3
楓くんと初めてのデートしてから数日。花純ちゃんと部活に行く途中で、知らない女子に体育館裏に連れてかれた。その人達はこの前のデートを見ていたらしく、その事で文句が、言いたいらしかったけど、どんどんエスカレートしていった。
「ねー、聞いてんの~?さーくーらーさーん!」
「あんたが一緒にいると、楓迷惑だって言ってたらしいよ~」
「あ、それ、私も聞いた~。なんか~・・・」
その言葉がグサッとくる・・・。最初は、私もそう思ってたから。私なんかが一緒にいて良いのかって、ずっと思ってたから。
「・・・」
私は耐えるしかなかった。そんな時、「咲良!」という声が聞こえた。
「あ、楓!」
その声を無視して、女の子達をどけて、私のそばまで来てくれる。
「ねぇねぇ、この子と付き合ってるって、本当?」
「お前らには関係ねー。」
楓くんは冷たくそう言うと、震えている私にそっと手を差し出して、ただ「行くぞ」とだけ言った。私がその手を取ると、そのまま輪の中から出してくれた。
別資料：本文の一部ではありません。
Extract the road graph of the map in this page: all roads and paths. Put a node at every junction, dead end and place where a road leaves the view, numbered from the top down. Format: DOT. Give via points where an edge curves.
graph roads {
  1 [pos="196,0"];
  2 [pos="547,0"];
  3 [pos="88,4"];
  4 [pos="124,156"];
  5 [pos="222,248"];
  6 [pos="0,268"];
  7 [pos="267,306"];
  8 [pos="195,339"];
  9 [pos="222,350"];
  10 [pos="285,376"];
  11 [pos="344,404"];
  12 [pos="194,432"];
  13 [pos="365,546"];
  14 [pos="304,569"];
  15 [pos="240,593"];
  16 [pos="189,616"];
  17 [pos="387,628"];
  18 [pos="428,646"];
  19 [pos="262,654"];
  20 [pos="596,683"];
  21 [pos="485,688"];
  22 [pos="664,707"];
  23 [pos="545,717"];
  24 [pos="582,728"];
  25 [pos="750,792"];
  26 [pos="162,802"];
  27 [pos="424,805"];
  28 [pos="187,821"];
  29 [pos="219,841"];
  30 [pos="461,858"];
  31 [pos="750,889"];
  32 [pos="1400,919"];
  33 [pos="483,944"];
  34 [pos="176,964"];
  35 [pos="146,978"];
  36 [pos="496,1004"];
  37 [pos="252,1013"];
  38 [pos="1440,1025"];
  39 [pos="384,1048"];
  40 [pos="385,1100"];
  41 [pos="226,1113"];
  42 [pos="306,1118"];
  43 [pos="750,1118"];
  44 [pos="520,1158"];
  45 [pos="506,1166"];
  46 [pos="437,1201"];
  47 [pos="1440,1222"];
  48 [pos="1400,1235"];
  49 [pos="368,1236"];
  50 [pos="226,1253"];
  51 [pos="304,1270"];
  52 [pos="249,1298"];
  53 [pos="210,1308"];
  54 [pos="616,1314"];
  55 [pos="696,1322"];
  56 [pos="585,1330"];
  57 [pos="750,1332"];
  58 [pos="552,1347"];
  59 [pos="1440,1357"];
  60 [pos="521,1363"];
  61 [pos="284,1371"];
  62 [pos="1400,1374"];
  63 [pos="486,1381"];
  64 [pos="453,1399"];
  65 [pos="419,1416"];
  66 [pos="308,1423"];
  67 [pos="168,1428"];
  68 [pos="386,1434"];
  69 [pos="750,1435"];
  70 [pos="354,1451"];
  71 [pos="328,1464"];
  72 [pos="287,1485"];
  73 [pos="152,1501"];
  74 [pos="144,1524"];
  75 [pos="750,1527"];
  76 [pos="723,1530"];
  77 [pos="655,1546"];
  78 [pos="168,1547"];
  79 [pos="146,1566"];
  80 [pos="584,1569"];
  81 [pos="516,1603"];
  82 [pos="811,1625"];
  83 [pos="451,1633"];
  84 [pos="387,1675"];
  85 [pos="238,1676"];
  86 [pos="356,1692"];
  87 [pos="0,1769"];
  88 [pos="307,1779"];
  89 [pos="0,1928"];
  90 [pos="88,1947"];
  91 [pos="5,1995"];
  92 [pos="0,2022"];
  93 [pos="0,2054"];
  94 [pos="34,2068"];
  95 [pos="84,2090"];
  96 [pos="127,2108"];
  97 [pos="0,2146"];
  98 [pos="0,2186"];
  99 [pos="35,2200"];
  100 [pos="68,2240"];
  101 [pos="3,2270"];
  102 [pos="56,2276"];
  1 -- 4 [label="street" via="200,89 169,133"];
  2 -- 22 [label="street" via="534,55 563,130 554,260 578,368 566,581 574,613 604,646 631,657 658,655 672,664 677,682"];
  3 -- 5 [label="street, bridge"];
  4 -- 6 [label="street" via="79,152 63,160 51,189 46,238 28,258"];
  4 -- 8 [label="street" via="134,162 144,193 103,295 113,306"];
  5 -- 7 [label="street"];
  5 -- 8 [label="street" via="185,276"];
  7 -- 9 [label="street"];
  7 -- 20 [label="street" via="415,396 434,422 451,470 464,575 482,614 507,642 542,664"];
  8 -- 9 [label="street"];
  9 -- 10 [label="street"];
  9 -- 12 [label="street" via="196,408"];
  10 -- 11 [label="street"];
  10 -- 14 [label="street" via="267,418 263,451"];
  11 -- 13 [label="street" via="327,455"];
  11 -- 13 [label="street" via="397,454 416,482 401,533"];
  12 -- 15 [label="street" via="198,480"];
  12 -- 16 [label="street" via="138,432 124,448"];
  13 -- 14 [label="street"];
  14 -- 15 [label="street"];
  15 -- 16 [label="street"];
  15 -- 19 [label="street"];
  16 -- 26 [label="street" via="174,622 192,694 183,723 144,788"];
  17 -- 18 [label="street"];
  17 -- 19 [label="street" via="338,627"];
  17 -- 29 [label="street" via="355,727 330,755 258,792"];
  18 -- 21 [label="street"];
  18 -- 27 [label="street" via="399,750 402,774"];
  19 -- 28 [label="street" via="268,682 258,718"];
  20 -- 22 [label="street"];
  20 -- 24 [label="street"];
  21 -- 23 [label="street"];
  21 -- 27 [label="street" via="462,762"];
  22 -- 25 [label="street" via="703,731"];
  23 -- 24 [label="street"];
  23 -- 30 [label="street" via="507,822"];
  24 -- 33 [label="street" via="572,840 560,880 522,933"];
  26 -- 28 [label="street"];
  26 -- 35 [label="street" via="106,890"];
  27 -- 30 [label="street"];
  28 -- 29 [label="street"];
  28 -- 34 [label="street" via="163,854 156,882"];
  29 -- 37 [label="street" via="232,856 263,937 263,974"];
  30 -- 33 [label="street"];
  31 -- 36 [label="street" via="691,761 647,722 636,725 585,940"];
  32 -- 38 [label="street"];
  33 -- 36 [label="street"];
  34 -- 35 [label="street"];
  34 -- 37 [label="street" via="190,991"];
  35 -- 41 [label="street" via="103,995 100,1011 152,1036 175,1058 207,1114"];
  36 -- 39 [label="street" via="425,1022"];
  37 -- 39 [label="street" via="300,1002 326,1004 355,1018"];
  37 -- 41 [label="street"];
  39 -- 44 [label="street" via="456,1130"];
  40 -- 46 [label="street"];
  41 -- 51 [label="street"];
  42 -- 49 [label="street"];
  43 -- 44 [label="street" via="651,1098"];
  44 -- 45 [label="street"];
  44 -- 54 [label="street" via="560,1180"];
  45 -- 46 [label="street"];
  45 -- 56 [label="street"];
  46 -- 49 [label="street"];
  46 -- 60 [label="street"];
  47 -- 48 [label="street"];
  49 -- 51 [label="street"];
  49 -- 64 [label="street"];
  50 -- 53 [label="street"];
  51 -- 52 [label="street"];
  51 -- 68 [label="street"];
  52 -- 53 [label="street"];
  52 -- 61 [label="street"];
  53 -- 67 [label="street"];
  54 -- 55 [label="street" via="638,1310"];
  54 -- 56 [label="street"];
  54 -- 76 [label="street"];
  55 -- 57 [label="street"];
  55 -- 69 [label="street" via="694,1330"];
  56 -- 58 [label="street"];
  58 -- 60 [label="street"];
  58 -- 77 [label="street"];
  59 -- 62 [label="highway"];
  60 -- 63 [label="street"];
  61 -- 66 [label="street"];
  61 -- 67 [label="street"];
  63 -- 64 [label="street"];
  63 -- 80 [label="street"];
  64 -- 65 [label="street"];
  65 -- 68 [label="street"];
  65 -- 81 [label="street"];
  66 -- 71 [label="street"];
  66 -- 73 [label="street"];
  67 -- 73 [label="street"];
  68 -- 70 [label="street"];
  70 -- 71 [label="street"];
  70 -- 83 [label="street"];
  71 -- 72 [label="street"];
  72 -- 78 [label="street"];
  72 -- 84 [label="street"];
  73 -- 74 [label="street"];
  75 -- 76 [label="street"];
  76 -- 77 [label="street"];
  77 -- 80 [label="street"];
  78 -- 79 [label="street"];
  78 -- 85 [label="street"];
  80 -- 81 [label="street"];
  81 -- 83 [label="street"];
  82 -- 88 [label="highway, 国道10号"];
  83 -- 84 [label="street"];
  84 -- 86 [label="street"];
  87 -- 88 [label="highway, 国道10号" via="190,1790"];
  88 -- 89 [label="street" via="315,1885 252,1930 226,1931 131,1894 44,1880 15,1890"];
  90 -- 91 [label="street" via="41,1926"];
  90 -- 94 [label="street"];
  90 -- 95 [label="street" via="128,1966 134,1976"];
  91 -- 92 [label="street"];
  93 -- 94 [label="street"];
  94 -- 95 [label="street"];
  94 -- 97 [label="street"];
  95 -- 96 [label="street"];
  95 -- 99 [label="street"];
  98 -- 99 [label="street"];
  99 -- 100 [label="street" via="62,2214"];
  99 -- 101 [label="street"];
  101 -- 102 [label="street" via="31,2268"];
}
学校を出て駅に向かう途中、楓くんが告白してくれた公園に寄った。
「ちょっと待ってろよ。」
「···うん」
そう言って楓くんは自販機の方に行って飲み物を二つ抱えて帰って来た。そして片方を私に渡す。
「へ?いいの?」
「喉、渇いただろ?」
「うん。あ、じゃあ、お金···」
「いいよ、おごり。」
「···ありがとう」
そう言って楓くんは蓋を開けた。私も開けて飲み始める。
「それで?何があった?」
唐突にそう聞かれ、驚いていると楓くんがさらに「何かあったんだろ?」と重ねてくる。私は下を向いた。
「話してくれないか?」
「···楓くんと初めてデート行ったじゃない?」
「ああ」
「あれ、見てたんだって、あの人達。」
「え!?」
「それで、『これ以上楓くんといるな、迷惑だ』って言われて···。」
「···そっか。」
なんとか涙はこらえた。でも、楓くんから聞きたくない言葉が発せられた。
「咲良が嫌な思いするなら、別れた方がいいかもな···。」
「え!?」
そんな事考えた事もなかった。考えたくなかった。言われたくなかった···。
「俺、咲良には笑っていてほしい。だから、咲良が泣くような事は避けたいから···。こんなの、身勝手だけど···。」
「いや···。」
「え?」
心の声がこぼれ落ちた。でも、もう、抑えられない。
「嫌だ!」
「咲良···。」
今度こそ、涙が溢れてきた。でも、もう止められない。
「だって、楓くんといるのが私の幸せだもん!一緒にいられるなら、嫌がらせを受けるのだって平気だもん!でも···でも、楓くんといられないのは耐えられないよ···。」
「···」
「だから、だから···」
その後は言葉にならなかった。 次から次へと涙は溢れてきた。やがて、楓くんが「ごめん」と言った。
「ごめん、咲良。俺、お前の為にって思って言ったのに、傷つけたな。」
「楓···くん···。」
「もう、別れるなんて言わない。約束する。だから、もう泣くの止めろよ。言っただろ?俺、お前が泣いてるの嫌なんだ。」
「うん···。」
「そう言いながらも、まだ泣いてるし。ったく」
楓くんはそう言うと、いきなり頬にキスしてきた。って、え?
「え···?」
びっくりして涙が止まる。
「やっと泣き止んだな。」
ニヤッとして楓くんがそう言うので一気に私の顔は真っ赤か!···でも、嬉しくて最後は笑顔になれたり。
「あ、笑った。そうそう、そうやっていつも俺に笑顔を見せてくれよな、これから先ずっと。」
「···うん!」
これからも隣りにいていいと言ってくれてるみたいで、嬉しかった。